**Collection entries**

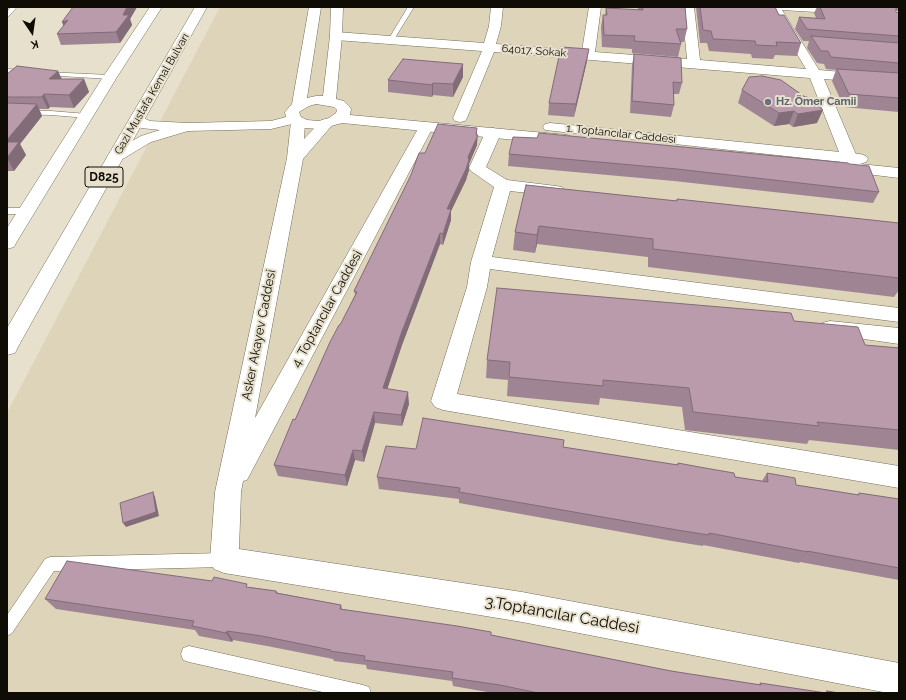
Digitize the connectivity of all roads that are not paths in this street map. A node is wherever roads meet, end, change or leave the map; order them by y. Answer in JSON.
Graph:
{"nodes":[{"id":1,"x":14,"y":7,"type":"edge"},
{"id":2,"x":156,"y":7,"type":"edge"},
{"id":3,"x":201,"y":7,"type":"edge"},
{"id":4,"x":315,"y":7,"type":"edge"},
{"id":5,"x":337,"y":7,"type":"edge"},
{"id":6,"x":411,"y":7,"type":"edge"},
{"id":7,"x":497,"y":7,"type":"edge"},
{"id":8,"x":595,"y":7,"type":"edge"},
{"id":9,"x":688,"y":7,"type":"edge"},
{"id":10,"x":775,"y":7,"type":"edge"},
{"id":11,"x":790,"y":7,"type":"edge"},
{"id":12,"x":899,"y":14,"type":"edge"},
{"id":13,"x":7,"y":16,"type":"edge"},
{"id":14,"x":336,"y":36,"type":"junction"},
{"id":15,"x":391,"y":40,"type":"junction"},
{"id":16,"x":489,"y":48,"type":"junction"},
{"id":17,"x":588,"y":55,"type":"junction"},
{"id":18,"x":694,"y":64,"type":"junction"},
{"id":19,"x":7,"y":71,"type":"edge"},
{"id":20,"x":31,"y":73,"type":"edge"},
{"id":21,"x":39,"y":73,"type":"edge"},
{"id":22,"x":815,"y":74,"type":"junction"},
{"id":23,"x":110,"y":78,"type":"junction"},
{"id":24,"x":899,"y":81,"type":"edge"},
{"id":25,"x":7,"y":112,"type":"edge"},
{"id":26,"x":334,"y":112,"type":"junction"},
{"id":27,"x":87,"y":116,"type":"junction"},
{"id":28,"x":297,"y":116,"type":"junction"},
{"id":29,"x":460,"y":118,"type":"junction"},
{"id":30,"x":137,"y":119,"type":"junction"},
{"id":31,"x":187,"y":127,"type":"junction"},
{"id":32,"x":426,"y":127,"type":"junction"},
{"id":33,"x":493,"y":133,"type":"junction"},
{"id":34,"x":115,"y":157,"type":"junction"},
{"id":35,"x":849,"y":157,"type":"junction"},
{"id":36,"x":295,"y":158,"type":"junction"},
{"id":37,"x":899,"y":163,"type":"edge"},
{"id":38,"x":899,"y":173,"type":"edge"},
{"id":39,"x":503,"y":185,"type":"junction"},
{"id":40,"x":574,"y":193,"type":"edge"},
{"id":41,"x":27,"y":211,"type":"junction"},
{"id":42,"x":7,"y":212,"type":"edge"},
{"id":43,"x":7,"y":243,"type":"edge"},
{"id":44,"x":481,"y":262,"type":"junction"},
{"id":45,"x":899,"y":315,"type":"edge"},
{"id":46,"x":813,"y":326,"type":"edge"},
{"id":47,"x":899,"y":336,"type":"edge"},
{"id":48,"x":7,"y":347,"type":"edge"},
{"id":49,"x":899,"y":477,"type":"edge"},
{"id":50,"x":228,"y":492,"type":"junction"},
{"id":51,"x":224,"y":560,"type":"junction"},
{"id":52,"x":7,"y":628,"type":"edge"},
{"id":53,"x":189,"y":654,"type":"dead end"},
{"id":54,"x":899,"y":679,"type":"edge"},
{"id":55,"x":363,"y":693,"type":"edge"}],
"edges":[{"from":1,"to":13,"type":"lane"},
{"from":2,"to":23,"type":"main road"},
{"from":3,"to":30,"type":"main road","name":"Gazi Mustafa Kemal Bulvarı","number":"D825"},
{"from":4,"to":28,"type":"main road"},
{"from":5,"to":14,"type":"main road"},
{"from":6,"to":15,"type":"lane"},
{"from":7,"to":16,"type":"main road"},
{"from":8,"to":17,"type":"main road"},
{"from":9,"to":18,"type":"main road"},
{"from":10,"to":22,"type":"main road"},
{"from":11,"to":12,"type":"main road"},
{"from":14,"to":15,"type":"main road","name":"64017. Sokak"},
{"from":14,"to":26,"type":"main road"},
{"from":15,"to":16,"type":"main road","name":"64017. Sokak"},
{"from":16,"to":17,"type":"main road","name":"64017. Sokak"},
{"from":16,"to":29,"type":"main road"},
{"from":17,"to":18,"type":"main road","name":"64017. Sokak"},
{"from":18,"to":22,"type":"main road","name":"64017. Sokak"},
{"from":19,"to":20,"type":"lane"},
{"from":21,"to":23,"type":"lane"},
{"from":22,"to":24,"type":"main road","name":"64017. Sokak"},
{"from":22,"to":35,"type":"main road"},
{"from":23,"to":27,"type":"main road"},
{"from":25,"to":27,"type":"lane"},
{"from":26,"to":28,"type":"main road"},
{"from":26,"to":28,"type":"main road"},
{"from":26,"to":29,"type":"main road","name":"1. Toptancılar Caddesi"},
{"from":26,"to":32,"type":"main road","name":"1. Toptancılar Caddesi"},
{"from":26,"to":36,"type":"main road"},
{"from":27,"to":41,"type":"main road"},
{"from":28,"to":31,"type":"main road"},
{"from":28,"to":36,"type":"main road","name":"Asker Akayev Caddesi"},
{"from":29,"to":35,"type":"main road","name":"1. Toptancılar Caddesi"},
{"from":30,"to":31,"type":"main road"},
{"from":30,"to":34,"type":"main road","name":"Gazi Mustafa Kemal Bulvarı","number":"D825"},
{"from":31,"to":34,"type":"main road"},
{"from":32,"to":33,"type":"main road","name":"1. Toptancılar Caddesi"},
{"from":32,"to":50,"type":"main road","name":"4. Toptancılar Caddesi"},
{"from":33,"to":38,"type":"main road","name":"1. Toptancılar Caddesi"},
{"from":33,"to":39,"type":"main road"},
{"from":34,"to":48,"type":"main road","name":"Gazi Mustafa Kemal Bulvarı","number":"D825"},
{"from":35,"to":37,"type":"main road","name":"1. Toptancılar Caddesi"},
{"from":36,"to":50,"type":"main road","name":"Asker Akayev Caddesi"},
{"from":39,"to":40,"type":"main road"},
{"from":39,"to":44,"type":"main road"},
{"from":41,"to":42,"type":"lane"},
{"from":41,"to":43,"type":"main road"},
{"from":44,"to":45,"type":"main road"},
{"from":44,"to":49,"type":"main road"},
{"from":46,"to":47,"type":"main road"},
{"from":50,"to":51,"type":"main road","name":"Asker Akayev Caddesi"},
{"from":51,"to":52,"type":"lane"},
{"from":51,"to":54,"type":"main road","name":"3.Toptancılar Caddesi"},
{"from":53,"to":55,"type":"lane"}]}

**YOUR ASSIGNMENT**
Reproduce every line of the records containing the string "lane".

**TASK OUTPUT**
"edges":[{"from":1,"to":13,"type":"lane"},
{"from":6,"to":15,"type":"lane"},
{"from":19,"to":20,"type":"lane"},
{"from":21,"to":23,"type":"lane"},
{"from":25,"to":27,"type":"lane"},
{"from":41,"to":42,"type":"lane"},
{"from":51,"to":52,"type":"lane"},
{"from":53,"to":55,"type":"lane"}]}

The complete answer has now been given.